Bassul revela uma habilidade única de amalandrar forças opostas: poder e simplicidade, imponência e subtileza, senso público e intimidade, sempre movido por uma força a um só tempo afetiva e transformadora. A perambular entre o estético, o poético e o político – inspirado nos legados de Lygia Clark e Hélio Oiticica – Bassul entrelaça-se no diálogo entre linhas e formas como se dançasse num mundo imaginário. Seus micro-poemas desvelam um aspeto lírico na atmosfera por vezes agressiva e excludente da cidade. Evidenciam assim que, mesmo conscientes das imperfeições do mundo, haverá sempre lugar para o vivermos poeticamente. E é admirável o quanto a troca se faz verdadeiramente livre e profunda, fazendo-nos crer que as fotografias assumem a forma de esquissos numa folha em branco, como se naquele gesto coubesse toda a imagem possível: a do sonho.

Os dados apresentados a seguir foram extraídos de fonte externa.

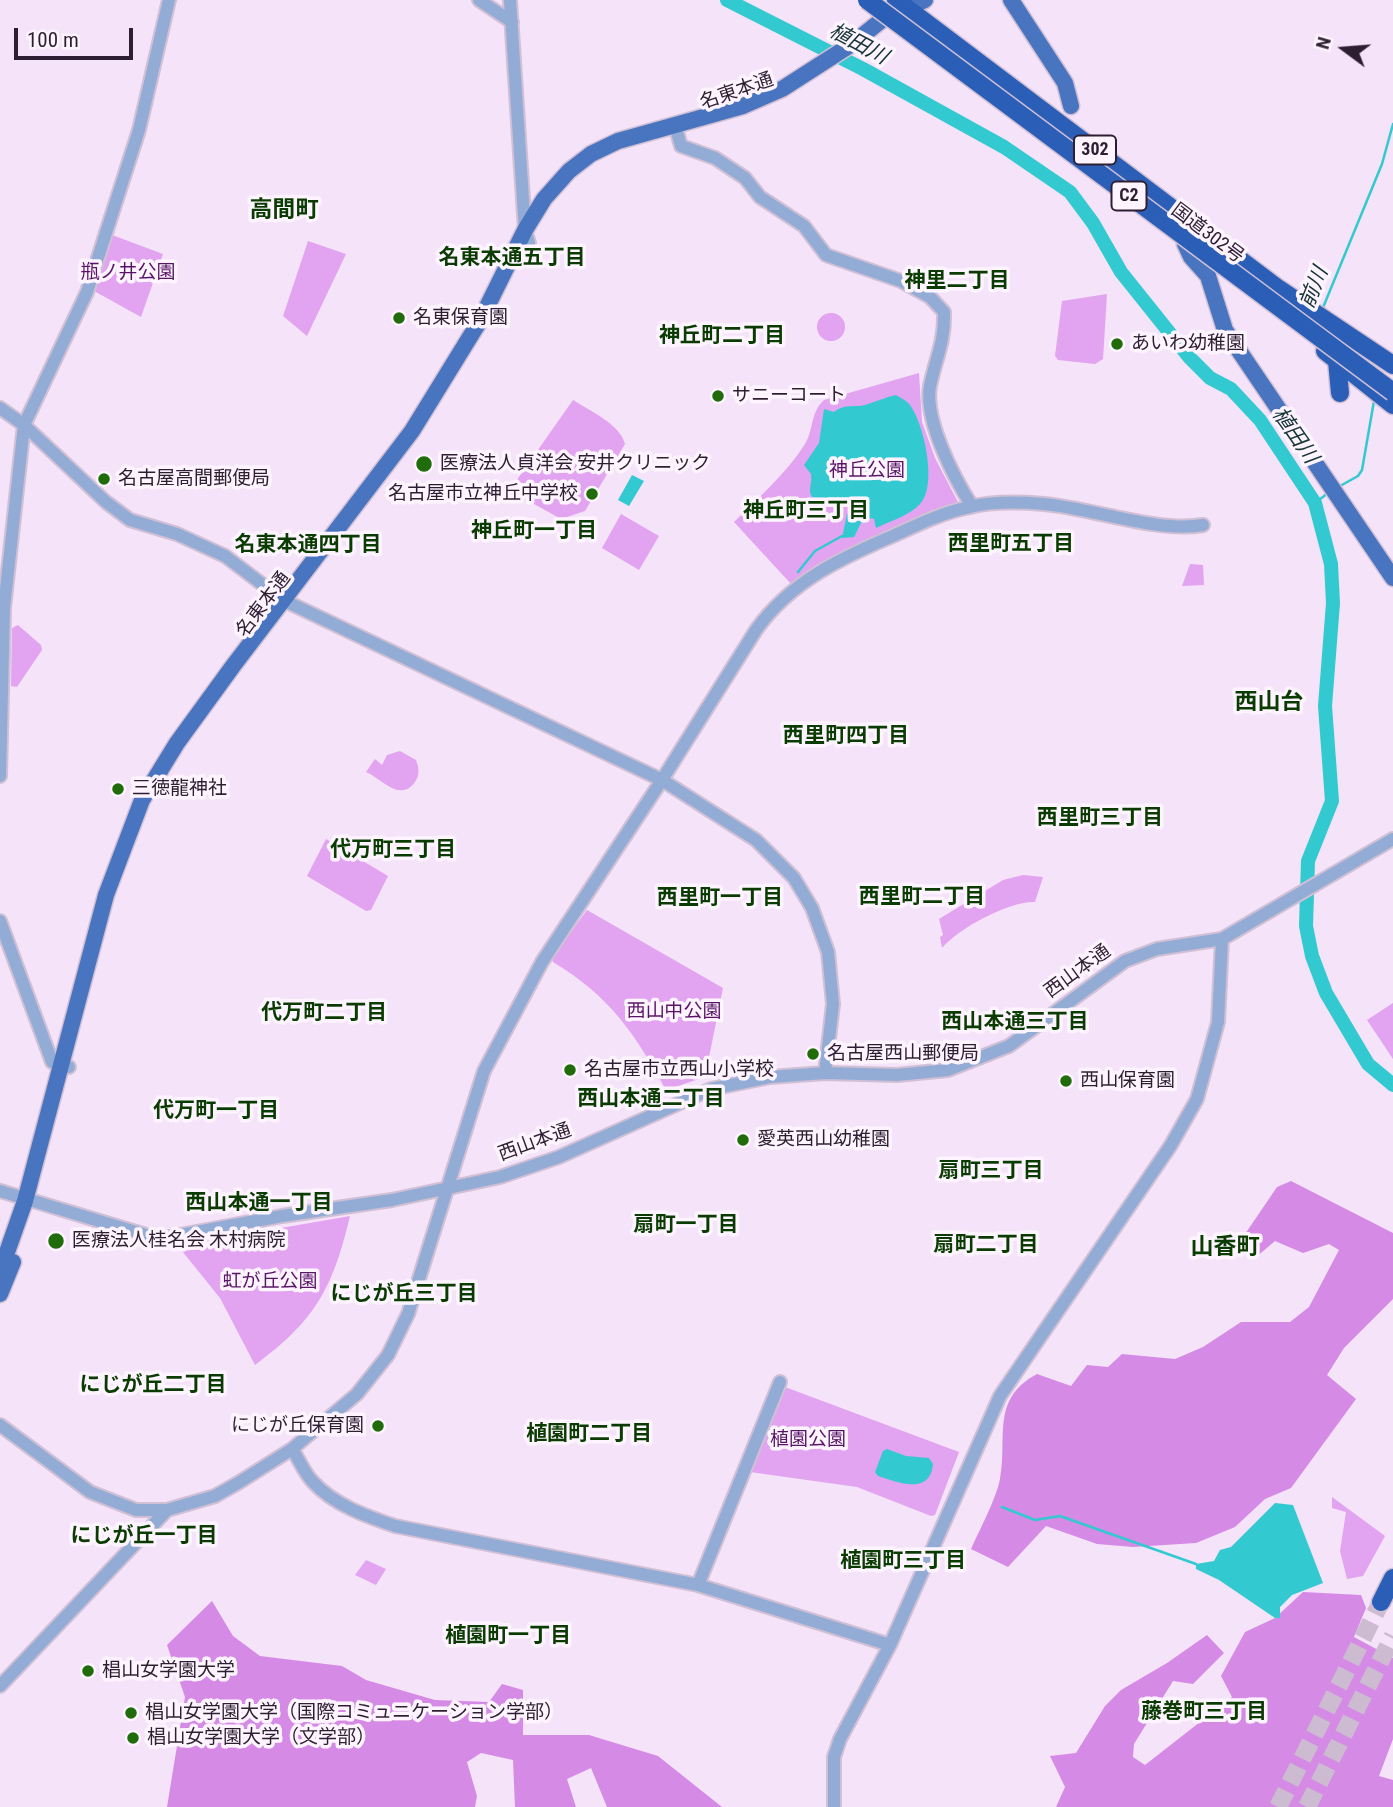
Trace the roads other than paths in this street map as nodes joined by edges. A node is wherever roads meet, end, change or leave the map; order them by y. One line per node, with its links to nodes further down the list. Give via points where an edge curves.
1 (169, 0): 24 (street, via 139,130 87,292)
2 (479, 0): 10 (street)
3 (510, 0): 10 (street)
4 (858, 0): 11 (highway, 国道302号 / 302)
5 (867, 0): 16 (highway, C2, bridge)
6 (885, 0): 16 (highway, C2)
7 (925, 0): 9 (main road, 名東本通)
8 (1011, 0): 12 (main road)
9 (902, 5): 11 (main road, 名東本通); 18 (highway, 国道302号 / 302)
10 (512, 22): 14 (street)
11 (887, 22): 13 (main road, 名東本通, via 782,89); 15 (highway, 国道302号 / 302)
12 (1071, 106)
13 (677, 129): 14 (main road, 名東本通, via 615,152 586,171 566,187); 25 (street, via 681,146 731,167 760,197 804,226 826,255 901,281 930,297 944,312 945,338 929,390 941,449)
14 (527, 237): 28 (main road, 名東本通, via 507,291 428,425)
15 (1185, 244): 17 (highway, 国道302号 / 302); 27 (main road, via 1208,276 1226,330)
16 (1248, 280): 18 (highway); 19 (highway, C2); 20 (highway, C2, bridge); 22 (highway, bridge)
17 (1337, 361): 21 (highway); 22 (highway, 国道302号 / 302)
18 (1393, 367)
19 (1393, 379)
20 (1393, 392)
21 (1340, 393)
22 (1393, 404)
23 (0, 408): 24 (street)
24 (24, 425): 28 (street, via 123,515 225,556); 29 (street, via 4,608)
25 (972, 506): 26 (street, via 1045,504 1191,527); 31 (street, via 853,553 771,608)
26 (1203, 525)
27 (1393, 578)
28 (287, 602): 31 (street); 35 (main road, 名東本通, via 184,746 140,823)
29 (2, 706): 30 (street)
30 (0, 776)
31 (662, 780): 36 (street, via 756,840 794,878 812,908 828,952 833,1004); 37 (street, via 542,962 484,1071)
32 (1393, 839): 34 (street)
33 (0, 921): 35 (street, via 52,1062)
34 (1222, 939): 36 (street, 西山本通, via 1157,950 1125,961 1025,1036 981,1059 923,1074); 49 (street, via 1218,1022 1197,1099 1171,1145 1000,1396)
35 (64, 1066): 39 (main road, 名東本通)
36 (825, 1073): 37 (street, 西山本通, via 770,1077 711,1089 559,1157)
37 (449, 1189): 39 (street, 西山本通, via 159,1239); 44 (street, via 418,1289 388,1354 357,1394)
38 (0, 1191): 39 (street, 西山本通)
39 (29, 1202): 40 (main road, 名東本通); 41 (main road, 名東本通)
40 (0, 1272)
41 (0, 1294)
42 (779, 1382): 47 (street)
43 (0, 1426): 45 (street, via 90,1492 136,1510)
44 (292, 1449): 45 (street, via 215,1496); 47 (street, via 312,1481 331,1496 358,1513 395,1526)
45 (167, 1510): 50 (street)
46 (1393, 1578): 48 (highway)
47 (698, 1585): 49 (street)
48 (1381, 1602)
49 (890, 1645): 51 (street, via 834,1757)
50 (0, 1686)
51 (834, 1807)

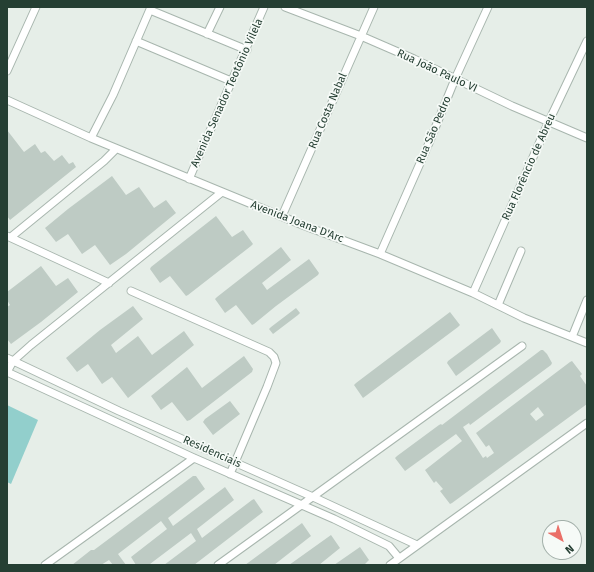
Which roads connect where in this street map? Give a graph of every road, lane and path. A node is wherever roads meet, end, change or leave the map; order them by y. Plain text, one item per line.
1 (36, 7) edge
2 (220, 7) edge
3 (264, 7) edge
4 (285, 7) edge
5 (374, 7) edge
6 (488, 7) edge
7 (150, 9) edge
8 (208, 34) junction
9 (360, 36) junction
10 (136, 41) junction
11 (587, 41) edge
12 (246, 50) junction
13 (7, 71) edge
14 (455, 79) junction
15 (231, 81) junction
16 (7, 100) edge
17 (549, 121) junction
18 (91, 138) junction
19 (587, 138) edge
20 (116, 149) junction
21 (189, 179) junction
22 (222, 192) junction
23 (282, 216) junction
24 (9, 237) edge
25 (521, 251) dead end
26 (380, 254) junction
27 (109, 283) junction
28 (131, 291) dead end
29 (473, 293) junction
30 (587, 300) edge
31 (498, 305) junction
32 (572, 337) junction
33 (587, 342) edge
34 (522, 346) dead end
35 (10, 360) edge
36 (7, 372) edge
37 (119, 411) junction
38 (114, 421) junction
39 (587, 423) edge
40 (194, 458) junction
41 (235, 462) junction
42 (230, 474) junction
43 (313, 496) junction
44 (302, 504) junction
45 (417, 545) junction
46 (399, 558) junction
47 (45, 565) edge
48 (218, 565) edge
49 (390, 565) edge

1 - 13 street
2 - 8 street
3 - 12 street, Avenida Senador Teotônio Vilela
4 - 9 street, Rua João Paulo VI
5 - 9 street, Rua Costa Nabal
6 - 14 street, Rua São Pedro
7 - 8 street
7 - 10 street
8 - 12 street
9 - 14 street, Rua João Paulo VI
9 - 23 street, Rua Costa Nabal
10 - 15 street
10 - 18 street
11 - 17 street, Rua Florêncio de Abreu
12 - 15 street, Avenida Senador Teotônio Vilela
14 - 17 street, Rua João Paulo VI
14 - 26 street, Rua São Pedro
15 - 21 street, Avenida Senador Teotônio Vilela
16 - 18 street, Avenida Joana D'Arc
17 - 19 street, Rua João Paulo VI
17 - 29 street, Rua Florêncio de Abreu
18 - 20 street, Avenida Joana D'Arc
20 - 21 street, Avenida Joana D'Arc
20 - 24 street
21 - 22 street, Avenida Joana D'Arc
22 - 23 street, Avenida Joana D'Arc
22 - 27 street
23 - 26 street, Avenida Joana D'Arc
24 - 27 street
25 - 31 street
26 - 29 street, Avenida Joana D'Arc
27 - 35 street
28 - 41 street
29 - 31 street, Avenida Joana D'Arc
30 - 32 street
31 - 32 street, Avenida Joana D'Arc
32 - 33 street, Avenida Joana D'Arc
34 - 43 street
35 - 36 street
35 - 37 street, Residenciais
36 - 38 street, Residenciais
37 - 38 street
37 - 41 street, Residenciais
38 - 40 street, Residenciais
39 - 45 street
40 - 42 street, Residenciais
40 - 47 street
41 - 42 street
41 - 43 street, Residenciais
42 - 44 street, Residenciais
43 - 44 street
43 - 45 street, Residenciais
44 - 46 street, Residenciais
44 - 48 street
45 - 46 street
46 - 49 street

O artista entrega-se à premissa de Guimarães Rosa em Grande Sertão: Veredas a par da inquietação e Desassossego de Fernando Pessoa. É aqui que Bassul mais se destaca numa das suas qualidades mais distintas: "A ousadia de captar enigmas, num pensamento que constata as formas, as configurações existentes, em pleno equilíbrio entre a razão e a poesia, entendendo a realidade como construção e mergulhando na vertigem da experiência. É impossível não se surpreender com esta travessia, não reagir perante o enigma da sua obra que, com o seu próprio movimento de rotação, se expande e contagia entre mares e hemisférios – sentindo as vibrações do entorno e a reverberação que as travessias sempre causam", Ângela Berlinde.